The seventeenth century saw a revolution in man’s thought, as Isaac Newton and others began the scientific study of the universe around them. At the same time a shrewd young civil servant in London began to observe, with something of the same dispassionate curiosity, the strange object around which, for him, the universe revolved–himself. For ten years, beginning in 1660, Samuel Pepys secretly kept one of the most remarkable records ever made of a human life.

With astounding candor and perceptiveness he described his ambitions and peculations, his professional successes and failures, his pettinesses and meannesses, his tenderness toward his wife and the irritations and jealousies she provoked, his extramarital longings and fumblings, his coolly critical attitude toward the king he served and his watchful adaptation to the corrupt and treacherous life of the court. Pepys’s diary is a magnificent creation.

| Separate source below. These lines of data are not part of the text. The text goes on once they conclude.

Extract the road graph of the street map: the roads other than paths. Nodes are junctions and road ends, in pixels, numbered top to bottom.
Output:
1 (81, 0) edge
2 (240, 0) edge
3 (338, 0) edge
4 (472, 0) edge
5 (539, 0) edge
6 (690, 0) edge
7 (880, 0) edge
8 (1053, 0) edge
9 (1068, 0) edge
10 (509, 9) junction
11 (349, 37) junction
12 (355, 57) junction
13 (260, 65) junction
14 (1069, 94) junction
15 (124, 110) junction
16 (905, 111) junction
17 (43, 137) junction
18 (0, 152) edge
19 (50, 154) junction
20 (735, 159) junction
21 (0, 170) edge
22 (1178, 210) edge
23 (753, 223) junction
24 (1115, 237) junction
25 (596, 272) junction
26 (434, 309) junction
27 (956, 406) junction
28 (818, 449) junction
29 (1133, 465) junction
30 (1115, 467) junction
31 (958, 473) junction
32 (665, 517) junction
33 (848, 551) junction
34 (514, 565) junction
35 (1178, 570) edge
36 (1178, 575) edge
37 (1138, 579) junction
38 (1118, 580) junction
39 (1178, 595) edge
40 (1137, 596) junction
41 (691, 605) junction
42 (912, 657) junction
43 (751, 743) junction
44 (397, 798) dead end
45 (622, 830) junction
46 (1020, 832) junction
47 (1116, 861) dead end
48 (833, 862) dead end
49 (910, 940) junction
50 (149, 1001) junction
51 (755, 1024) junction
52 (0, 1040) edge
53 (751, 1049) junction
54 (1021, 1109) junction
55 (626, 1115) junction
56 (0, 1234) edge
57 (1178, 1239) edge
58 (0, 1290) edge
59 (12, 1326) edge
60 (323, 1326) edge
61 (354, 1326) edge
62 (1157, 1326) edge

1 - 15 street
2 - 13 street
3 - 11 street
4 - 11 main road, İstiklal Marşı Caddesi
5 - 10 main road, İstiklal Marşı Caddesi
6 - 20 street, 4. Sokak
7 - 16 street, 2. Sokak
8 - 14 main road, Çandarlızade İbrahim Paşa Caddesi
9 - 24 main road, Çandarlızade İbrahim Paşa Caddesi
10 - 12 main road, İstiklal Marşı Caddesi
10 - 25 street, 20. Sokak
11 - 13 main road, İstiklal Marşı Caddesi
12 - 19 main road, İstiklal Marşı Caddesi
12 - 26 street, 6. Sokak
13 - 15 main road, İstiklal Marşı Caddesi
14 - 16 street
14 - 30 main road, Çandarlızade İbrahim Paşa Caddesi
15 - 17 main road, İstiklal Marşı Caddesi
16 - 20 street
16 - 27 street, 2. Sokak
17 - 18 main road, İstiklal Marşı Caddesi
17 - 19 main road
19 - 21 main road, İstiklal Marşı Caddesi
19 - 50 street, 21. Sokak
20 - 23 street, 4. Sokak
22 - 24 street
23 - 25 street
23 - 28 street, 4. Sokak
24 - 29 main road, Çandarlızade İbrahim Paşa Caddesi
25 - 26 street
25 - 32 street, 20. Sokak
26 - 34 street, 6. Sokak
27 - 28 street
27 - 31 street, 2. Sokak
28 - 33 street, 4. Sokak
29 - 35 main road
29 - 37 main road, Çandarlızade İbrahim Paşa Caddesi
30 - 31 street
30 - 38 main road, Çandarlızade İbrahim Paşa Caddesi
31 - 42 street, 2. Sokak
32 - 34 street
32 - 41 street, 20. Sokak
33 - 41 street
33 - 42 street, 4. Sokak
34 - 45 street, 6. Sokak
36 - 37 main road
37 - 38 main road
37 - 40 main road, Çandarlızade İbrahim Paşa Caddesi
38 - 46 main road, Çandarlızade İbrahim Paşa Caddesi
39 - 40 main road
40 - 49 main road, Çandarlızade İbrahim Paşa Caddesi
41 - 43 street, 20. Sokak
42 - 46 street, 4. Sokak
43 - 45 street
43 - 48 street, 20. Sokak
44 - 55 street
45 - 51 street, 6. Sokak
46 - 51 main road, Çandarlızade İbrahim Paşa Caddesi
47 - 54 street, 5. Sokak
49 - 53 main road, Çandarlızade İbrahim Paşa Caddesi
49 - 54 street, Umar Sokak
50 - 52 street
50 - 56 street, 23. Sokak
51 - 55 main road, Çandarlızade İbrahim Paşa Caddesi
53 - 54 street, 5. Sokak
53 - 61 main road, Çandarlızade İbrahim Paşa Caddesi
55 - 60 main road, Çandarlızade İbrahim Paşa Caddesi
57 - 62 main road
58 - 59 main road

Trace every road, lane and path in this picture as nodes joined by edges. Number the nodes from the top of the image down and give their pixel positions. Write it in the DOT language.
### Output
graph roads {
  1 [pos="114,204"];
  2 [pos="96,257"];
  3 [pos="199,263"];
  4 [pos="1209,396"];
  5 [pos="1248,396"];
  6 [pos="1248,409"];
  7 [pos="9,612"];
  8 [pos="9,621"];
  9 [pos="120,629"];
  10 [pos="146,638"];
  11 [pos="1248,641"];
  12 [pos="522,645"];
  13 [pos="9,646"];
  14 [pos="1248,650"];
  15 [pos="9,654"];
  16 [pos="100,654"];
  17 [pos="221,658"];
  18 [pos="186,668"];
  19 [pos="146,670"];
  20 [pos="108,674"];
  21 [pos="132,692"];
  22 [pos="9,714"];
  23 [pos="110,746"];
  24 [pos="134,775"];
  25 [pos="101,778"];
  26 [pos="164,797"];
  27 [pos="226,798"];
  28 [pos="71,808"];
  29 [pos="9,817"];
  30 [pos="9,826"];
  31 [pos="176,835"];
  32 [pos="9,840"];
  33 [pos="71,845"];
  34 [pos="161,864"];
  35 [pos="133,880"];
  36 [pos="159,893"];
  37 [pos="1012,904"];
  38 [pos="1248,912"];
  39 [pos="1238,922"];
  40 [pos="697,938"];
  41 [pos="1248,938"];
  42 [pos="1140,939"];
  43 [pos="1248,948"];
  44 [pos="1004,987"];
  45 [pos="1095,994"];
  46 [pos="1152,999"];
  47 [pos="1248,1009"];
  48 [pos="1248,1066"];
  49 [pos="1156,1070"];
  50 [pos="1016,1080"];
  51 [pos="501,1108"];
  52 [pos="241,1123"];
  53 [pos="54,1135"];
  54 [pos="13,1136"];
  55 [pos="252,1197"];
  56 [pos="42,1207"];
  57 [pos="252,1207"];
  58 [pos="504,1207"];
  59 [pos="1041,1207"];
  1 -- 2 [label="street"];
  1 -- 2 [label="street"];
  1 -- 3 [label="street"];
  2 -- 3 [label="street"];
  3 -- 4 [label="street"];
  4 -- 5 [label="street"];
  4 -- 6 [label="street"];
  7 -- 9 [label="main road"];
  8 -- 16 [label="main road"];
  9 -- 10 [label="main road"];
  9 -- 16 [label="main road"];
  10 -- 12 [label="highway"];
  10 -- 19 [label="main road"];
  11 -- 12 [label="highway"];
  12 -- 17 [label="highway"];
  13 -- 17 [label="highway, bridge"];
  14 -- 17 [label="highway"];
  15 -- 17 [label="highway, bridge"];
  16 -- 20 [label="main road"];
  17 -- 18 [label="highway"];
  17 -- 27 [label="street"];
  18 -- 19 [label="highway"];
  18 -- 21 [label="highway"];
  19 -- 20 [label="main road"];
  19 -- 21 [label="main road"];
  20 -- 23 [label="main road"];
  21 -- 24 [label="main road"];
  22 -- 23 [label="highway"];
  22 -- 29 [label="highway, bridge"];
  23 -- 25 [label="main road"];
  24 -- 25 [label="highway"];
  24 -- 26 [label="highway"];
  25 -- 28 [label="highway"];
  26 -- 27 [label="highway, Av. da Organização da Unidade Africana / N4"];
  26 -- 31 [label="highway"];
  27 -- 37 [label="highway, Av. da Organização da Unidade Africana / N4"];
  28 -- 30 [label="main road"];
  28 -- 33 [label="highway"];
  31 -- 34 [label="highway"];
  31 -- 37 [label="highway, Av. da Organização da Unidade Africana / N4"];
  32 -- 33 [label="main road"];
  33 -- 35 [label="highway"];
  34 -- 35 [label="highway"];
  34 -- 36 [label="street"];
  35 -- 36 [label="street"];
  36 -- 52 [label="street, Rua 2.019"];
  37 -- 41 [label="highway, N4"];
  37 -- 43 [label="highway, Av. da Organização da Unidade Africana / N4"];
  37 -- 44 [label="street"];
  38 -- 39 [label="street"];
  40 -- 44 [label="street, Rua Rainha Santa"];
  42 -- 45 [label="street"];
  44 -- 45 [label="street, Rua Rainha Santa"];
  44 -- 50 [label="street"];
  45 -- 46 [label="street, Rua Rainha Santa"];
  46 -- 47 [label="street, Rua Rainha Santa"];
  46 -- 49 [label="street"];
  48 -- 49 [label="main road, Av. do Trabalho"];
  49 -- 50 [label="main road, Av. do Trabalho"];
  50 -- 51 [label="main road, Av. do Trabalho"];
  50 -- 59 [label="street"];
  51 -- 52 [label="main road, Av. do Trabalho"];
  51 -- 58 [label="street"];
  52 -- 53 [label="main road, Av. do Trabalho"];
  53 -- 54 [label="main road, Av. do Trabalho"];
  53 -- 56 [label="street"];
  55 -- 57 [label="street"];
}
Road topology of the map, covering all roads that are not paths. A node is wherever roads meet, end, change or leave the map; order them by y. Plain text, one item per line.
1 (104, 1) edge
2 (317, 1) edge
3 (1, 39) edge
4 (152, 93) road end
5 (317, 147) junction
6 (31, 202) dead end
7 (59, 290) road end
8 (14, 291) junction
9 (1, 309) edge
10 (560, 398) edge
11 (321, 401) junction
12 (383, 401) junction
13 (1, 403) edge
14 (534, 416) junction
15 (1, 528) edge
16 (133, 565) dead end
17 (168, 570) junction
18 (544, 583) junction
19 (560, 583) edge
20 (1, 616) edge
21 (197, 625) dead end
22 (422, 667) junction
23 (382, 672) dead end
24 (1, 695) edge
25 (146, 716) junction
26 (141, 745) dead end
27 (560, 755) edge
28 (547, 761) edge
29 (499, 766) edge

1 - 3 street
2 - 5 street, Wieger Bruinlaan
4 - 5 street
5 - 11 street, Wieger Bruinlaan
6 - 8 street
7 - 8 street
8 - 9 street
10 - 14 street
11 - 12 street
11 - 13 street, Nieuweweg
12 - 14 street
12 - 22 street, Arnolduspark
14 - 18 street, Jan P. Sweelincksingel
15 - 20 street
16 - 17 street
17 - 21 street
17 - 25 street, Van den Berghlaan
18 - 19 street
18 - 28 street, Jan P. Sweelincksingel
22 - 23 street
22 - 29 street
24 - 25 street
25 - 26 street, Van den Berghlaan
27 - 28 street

But there is more to Samuel Pepys than his diary, as Claire Tomalin makes clear in this profoundly original biography. Buttressing it with less familiar sources and other contemporary material, she is able to illuminate his entire life–as a poor London tailor’s son, as a schoolboy rejoicing at the execution of Charles I, as an aspiring clerk with good connections who transforms himself into a royalist, escorting Charles II to England for the Restoration. Then there is the bureaucrat heroically working against the odds to create a modern navy, finding his way through the dangerous years of political and religious conflict (even, at one point, being charged with treason and jailed), peacefully retiring at last with his books and his music and his friends.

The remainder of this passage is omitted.